BEGIN

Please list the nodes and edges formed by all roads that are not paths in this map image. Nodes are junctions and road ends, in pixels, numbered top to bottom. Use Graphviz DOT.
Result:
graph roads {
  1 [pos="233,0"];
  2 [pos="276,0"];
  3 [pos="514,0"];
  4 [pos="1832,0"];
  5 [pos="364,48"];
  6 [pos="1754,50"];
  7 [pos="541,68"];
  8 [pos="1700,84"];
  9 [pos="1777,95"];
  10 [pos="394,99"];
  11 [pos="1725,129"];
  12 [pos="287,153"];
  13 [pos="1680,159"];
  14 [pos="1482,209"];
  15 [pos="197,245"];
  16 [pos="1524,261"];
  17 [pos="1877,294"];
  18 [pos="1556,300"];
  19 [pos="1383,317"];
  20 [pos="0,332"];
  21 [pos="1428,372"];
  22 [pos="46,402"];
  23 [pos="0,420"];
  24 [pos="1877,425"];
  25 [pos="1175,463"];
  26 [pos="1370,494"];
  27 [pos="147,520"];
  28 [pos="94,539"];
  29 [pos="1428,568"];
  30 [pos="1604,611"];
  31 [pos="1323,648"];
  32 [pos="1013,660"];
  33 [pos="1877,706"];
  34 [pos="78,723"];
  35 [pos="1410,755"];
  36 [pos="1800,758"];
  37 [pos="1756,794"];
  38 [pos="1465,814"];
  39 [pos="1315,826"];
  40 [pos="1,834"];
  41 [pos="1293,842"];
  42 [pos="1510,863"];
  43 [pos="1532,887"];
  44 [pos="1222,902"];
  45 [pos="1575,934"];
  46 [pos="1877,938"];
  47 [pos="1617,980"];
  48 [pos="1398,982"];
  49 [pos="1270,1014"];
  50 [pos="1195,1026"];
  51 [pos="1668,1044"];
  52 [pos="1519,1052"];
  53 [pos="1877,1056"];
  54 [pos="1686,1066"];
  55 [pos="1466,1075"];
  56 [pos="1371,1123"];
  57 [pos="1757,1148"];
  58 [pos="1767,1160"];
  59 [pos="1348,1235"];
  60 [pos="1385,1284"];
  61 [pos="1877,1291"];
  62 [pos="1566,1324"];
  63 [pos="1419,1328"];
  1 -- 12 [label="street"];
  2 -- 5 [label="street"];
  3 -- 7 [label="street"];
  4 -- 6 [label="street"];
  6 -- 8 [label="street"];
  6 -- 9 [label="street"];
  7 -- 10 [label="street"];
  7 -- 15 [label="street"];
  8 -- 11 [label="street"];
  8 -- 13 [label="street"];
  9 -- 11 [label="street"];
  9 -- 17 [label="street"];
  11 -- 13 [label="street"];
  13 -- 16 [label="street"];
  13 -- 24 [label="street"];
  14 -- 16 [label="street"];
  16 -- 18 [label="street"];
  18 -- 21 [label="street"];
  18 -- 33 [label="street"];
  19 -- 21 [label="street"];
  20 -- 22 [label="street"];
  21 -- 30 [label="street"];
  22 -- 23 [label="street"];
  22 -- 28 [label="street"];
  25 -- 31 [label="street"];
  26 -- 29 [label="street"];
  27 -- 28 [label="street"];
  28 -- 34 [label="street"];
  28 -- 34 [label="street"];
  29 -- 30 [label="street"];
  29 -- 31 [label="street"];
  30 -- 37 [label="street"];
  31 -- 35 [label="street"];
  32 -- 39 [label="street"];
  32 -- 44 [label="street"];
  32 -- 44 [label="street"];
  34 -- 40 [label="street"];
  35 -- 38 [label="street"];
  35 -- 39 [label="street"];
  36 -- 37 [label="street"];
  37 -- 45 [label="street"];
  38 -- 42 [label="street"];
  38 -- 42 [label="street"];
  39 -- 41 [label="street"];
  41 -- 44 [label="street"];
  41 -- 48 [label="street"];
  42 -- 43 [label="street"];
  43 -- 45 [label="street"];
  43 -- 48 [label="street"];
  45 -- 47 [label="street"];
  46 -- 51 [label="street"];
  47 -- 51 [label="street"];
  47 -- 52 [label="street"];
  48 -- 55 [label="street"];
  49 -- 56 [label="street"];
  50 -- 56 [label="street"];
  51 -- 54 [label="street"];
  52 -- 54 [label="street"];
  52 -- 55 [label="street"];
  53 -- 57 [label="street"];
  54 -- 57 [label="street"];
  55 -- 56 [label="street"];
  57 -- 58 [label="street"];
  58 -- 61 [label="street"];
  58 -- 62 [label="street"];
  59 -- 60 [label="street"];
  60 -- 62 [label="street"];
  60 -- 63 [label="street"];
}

END

**Your task**
All records shown above need to be written out again verbatim.

**Problem solution**
Please list the nodes and edges formed by all roads that are not paths in this map image. Nodes are junctions and road ends, in pixels, numbered top to bottom. Use Graphviz DOT.
Result:
graph roads {
  1 [pos="233,0"];
  2 [pos="276,0"];
  3 [pos="514,0"];
  4 [pos="1832,0"];
  5 [pos="364,48"];
  6 [pos="1754,50"];
  7 [pos="541,68"];
  8 [pos="1700,84"];
  9 [pos="1777,95"];
  10 [pos="394,99"];
  11 [pos="1725,129"];
  12 [pos="287,153"];
  13 [pos="1680,159"];
  14 [pos="1482,209"];
  15 [pos="197,245"];
  16 [pos="1524,261"];
  17 [pos="1877,294"];
  18 [pos="1556,300"];
  19 [pos="1383,317"];
  20 [pos="0,332"];
  21 [pos="1428,372"];
  22 [pos="46,402"];
  23 [pos="0,420"];
  24 [pos="1877,425"];
  25 [pos="1175,463"];
  26 [pos="1370,494"];
  27 [pos="147,520"];
  28 [pos="94,539"];
  29 [pos="1428,568"];
  30 [pos="1604,611"];
  31 [pos="1323,648"];
  32 [pos="1013,660"];
  33 [pos="1877,706"];
  34 [pos="78,723"];
  35 [pos="1410,755"];
  36 [pos="1800,758"];
  37 [pos="1756,794"];
  38 [pos="1465,814"];
  39 [pos="1315,826"];
  40 [pos="1,834"];
  41 [pos="1293,842"];
  42 [pos="1510,863"];
  43 [pos="1532,887"];
  44 [pos="1222,902"];
  45 [pos="1575,934"];
  46 [pos="1877,938"];
  47 [pos="1617,980"];
  48 [pos="1398,982"];
  49 [pos="1270,1014"];
  50 [pos="1195,1026"];
  51 [pos="1668,1044"];
  52 [pos="1519,1052"];
  53 [pos="1877,1056"];
  54 [pos="1686,1066"];
  55 [pos="1466,1075"];
  56 [pos="1371,1123"];
  57 [pos="1757,1148"];
  58 [pos="1767,1160"];
  59 [pos="1348,1235"];
  60 [pos="1385,1284"];
  61 [pos="1877,1291"];
  62 [pos="1566,1324"];
  63 [pos="1419,1328"];
  1 -- 12 [label="street"];
  2 -- 5 [label="street"];
  3 -- 7 [label="street"];
  4 -- 6 [label="street"];
  6 -- 8 [label="street"];
  6 -- 9 [label="street"];
  7 -- 10 [label="street"];
  7 -- 15 [label="street"];
  8 -- 11 [label="street"];
  8 -- 13 [label="street"];
  9 -- 11 [label="street"];
  9 -- 17 [label="street"];
  11 -- 13 [label="street"];
  13 -- 16 [label="street"];
  13 -- 24 [label="street"];
  14 -- 16 [label="street"];
  16 -- 18 [label="street"];
  18 -- 21 [label="street"];
  18 -- 33 [label="street"];
  19 -- 21 [label="street"];
  20 -- 22 [label="street"];
  21 -- 30 [label="street"];
  22 -- 23 [label="street"];
  22 -- 28 [label="street"];
  25 -- 31 [label="street"];
  26 -- 29 [label="street"];
  27 -- 28 [label="street"];
  28 -- 34 [label="street"];
  28 -- 34 [label="street"];
  29 -- 30 [label="street"];
  29 -- 31 [label="street"];
  30 -- 37 [label="street"];
  31 -- 35 [label="street"];
  32 -- 39 [label="street"];
  32 -- 44 [label="street"];
  32 -- 44 [label="street"];
  34 -- 40 [label="street"];
  35 -- 38 [label="street"];
  35 -- 39 [label="street"];
  36 -- 37 [label="street"];
  37 -- 45 [label="street"];
  38 -- 42 [label="street"];
  38 -- 42 [label="street"];
  39 -- 41 [label="street"];
  41 -- 44 [label="street"];
  41 -- 48 [label="street"];
  42 -- 43 [label="street"];
  43 -- 45 [label="street"];
  43 -- 48 [label="street"];
  45 -- 47 [label="street"];
  46 -- 51 [label="street"];
  47 -- 51 [label="street"];
  47 -- 52 [label="street"];
  48 -- 55 [label="street"];
  49 -- 56 [label="street"];
  50 -- 56 [label="street"];
  51 -- 54 [label="street"];
  52 -- 54 [label="street"];
  52 -- 55 [label="street"];
  53 -- 57 [label="street"];
  54 -- 57 [label="street"];
  55 -- 56 [label="street"];
  57 -- 58 [label="street"];
  58 -- 61 [label="street"];
  58 -- 62 [label="street"];
  59 -- 60 [label="street"];
  60 -- 62 [label="street"];
  60 -- 63 [label="street"];
}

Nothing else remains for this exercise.